Activity:
Each line of the data that mentions the string "edges" needs to be identified and copied.
BEGIN Records for this task
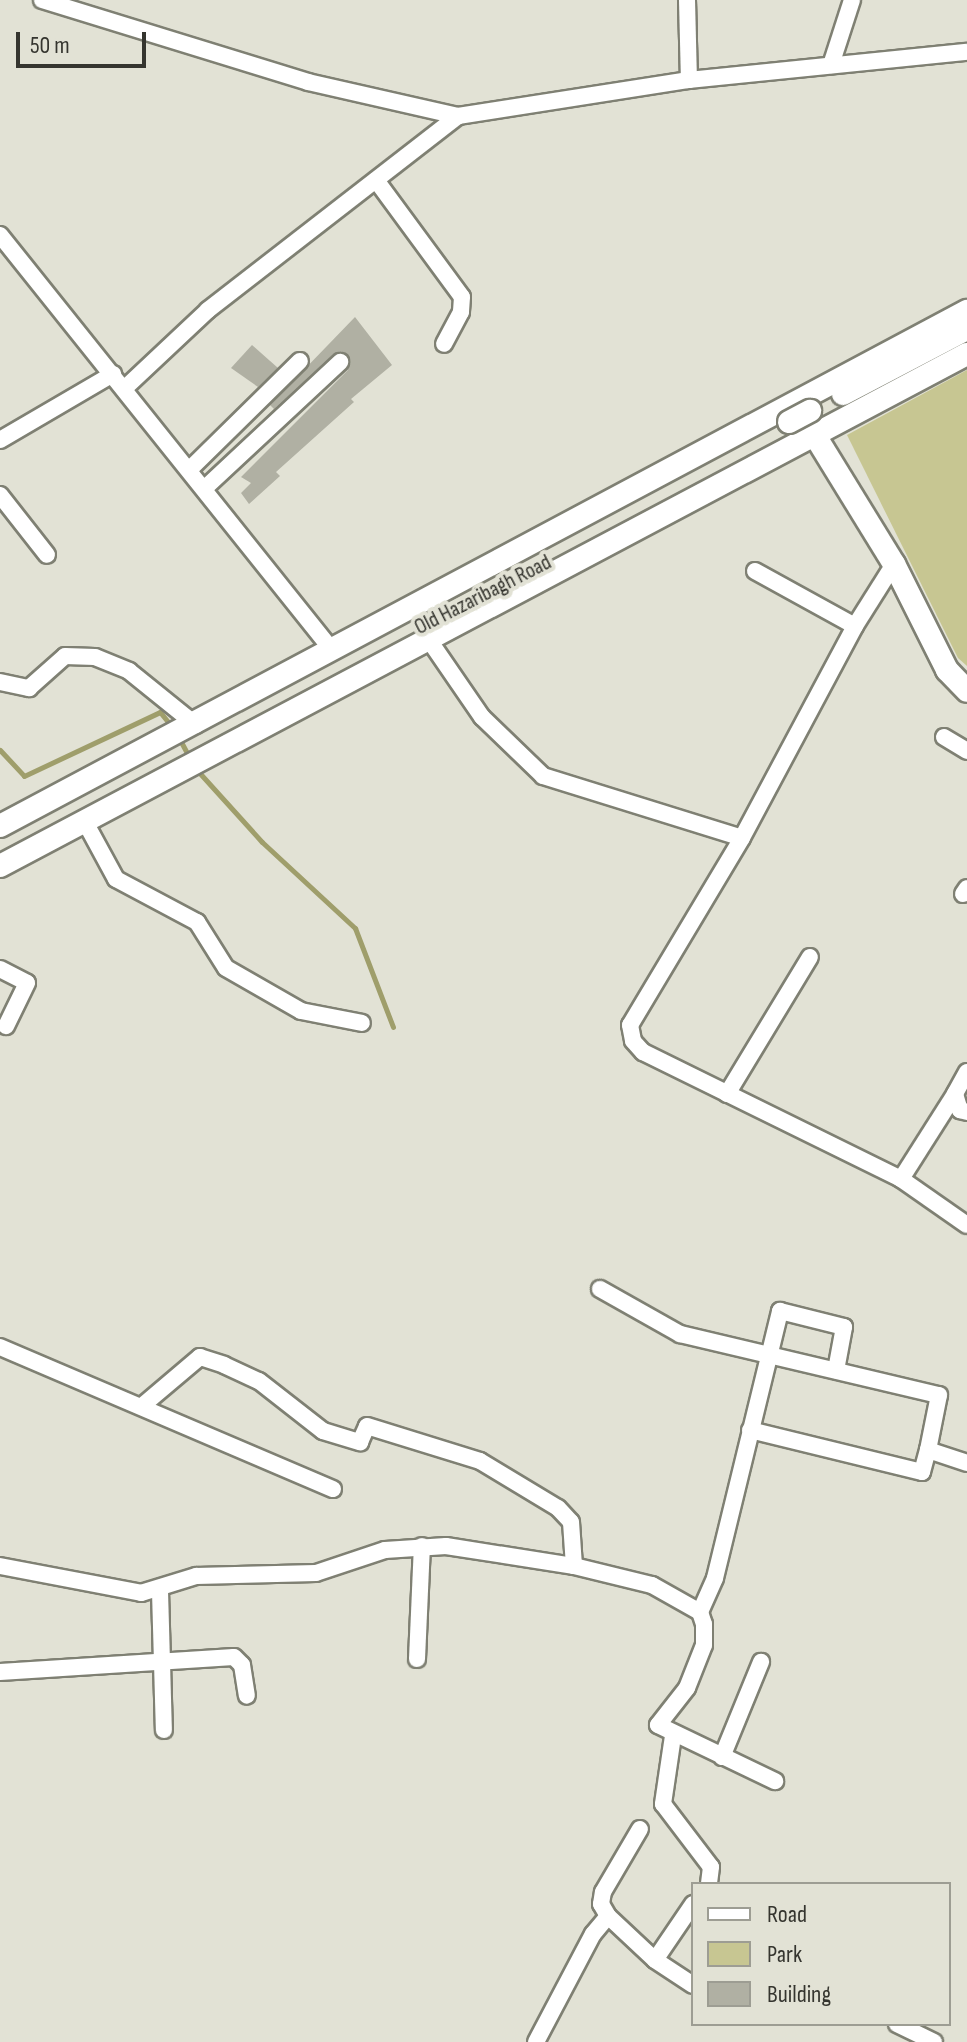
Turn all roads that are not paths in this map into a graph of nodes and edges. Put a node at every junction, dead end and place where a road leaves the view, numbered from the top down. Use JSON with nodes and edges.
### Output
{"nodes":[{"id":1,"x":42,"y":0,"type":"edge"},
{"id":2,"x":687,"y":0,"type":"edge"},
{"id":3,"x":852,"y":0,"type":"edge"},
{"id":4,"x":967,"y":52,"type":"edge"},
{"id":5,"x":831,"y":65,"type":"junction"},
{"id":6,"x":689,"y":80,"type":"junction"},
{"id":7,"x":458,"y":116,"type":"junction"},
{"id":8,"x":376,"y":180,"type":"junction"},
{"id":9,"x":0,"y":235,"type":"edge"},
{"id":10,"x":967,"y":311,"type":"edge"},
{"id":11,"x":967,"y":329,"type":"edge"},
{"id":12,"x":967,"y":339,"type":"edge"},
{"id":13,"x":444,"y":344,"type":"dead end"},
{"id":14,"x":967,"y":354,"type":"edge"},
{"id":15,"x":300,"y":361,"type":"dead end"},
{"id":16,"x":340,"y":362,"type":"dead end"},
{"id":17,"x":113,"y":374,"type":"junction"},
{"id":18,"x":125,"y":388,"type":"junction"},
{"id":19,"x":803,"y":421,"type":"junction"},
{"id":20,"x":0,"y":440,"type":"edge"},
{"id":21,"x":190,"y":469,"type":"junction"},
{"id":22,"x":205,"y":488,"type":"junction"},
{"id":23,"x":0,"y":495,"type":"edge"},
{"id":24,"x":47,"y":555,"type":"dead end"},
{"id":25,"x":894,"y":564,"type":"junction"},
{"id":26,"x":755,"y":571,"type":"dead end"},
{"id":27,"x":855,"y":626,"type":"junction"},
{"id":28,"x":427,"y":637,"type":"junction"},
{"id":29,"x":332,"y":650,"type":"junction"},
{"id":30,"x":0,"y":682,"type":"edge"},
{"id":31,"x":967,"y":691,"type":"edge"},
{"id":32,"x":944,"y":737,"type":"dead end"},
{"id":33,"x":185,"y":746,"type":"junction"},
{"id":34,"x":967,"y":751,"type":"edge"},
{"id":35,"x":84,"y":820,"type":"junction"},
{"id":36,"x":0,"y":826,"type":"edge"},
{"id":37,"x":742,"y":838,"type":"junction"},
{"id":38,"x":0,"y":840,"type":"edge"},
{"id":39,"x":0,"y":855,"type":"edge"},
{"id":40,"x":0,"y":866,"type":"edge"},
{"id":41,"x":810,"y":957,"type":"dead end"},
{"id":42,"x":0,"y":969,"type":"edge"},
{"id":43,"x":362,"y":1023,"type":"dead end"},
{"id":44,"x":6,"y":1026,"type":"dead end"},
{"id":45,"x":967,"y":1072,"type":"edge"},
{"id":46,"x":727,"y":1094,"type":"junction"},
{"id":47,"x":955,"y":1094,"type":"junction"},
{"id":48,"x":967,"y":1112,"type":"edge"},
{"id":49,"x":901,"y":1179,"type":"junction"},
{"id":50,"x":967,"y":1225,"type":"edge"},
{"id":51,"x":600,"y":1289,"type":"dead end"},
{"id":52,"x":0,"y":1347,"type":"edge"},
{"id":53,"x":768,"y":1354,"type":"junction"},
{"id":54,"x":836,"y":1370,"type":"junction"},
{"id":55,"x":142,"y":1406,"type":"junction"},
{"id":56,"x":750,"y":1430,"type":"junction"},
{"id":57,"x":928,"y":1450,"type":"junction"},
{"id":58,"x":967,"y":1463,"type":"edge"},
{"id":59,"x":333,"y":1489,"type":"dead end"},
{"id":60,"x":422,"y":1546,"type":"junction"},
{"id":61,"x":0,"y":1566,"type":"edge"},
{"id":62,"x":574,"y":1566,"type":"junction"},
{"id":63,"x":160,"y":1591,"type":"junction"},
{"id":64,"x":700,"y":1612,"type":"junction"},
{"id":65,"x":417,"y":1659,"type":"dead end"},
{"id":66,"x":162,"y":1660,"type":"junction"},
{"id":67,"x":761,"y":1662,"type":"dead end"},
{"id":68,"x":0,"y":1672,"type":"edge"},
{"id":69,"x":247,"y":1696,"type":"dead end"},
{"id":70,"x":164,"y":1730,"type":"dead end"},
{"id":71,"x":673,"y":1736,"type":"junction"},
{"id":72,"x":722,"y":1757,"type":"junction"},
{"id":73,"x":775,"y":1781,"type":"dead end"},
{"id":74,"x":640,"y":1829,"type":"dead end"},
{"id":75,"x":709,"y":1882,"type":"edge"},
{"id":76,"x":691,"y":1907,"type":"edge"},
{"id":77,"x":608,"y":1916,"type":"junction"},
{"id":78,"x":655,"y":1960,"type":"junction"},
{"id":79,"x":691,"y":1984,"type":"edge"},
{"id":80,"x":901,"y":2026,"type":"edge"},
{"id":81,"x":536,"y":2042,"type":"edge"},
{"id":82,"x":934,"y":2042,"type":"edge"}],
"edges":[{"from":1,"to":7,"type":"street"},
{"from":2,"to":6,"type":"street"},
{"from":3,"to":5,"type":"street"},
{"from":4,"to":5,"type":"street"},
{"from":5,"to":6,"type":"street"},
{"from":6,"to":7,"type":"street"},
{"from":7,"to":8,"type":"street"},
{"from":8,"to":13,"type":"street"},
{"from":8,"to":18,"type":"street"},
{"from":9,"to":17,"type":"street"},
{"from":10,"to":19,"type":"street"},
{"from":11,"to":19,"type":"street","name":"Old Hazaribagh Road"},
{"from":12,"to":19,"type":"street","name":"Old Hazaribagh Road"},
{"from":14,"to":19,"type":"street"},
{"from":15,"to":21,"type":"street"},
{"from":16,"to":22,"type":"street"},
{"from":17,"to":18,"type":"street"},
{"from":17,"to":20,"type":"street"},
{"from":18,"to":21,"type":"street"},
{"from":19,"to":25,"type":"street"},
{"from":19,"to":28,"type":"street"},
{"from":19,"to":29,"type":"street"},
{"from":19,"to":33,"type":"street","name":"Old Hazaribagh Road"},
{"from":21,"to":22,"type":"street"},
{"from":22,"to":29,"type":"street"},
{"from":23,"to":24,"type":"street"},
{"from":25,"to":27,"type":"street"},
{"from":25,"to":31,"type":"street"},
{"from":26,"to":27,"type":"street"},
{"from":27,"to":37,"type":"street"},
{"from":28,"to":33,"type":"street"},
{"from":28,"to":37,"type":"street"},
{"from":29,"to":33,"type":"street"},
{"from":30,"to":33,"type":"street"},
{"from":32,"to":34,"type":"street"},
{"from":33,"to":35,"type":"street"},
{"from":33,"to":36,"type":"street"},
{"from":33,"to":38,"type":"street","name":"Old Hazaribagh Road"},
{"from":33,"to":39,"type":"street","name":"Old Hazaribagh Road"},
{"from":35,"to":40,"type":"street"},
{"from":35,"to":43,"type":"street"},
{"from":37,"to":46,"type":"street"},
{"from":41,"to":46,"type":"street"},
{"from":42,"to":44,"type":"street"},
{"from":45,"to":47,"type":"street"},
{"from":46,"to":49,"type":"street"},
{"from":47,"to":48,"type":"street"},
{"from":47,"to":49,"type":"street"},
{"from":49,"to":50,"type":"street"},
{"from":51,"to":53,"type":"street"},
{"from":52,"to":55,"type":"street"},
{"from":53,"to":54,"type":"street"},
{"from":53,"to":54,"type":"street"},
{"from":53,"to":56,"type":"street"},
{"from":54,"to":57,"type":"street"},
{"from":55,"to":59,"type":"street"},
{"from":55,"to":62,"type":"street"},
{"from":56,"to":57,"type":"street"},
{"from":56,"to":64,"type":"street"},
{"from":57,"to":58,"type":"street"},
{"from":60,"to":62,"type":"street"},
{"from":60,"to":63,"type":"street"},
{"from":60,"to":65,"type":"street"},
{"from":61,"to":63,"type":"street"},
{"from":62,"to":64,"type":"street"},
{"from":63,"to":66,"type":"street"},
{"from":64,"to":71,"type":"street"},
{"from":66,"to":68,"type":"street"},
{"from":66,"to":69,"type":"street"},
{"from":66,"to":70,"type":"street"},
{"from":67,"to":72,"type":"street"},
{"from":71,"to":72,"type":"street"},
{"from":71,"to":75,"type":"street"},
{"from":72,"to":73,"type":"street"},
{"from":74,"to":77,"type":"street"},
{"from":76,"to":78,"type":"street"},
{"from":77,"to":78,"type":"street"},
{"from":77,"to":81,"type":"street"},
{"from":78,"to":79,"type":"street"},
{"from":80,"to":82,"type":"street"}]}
END Records for this task
Output for this exercise:
Turn all roads that are not paths in this map into a graph of nodes and edges. Put a node at every junction, dead end and place where a road leaves the view, numbered from the top down. Use JSON with nodes and edges.
"edges":[{"from":1,"to":7,"type":"street"},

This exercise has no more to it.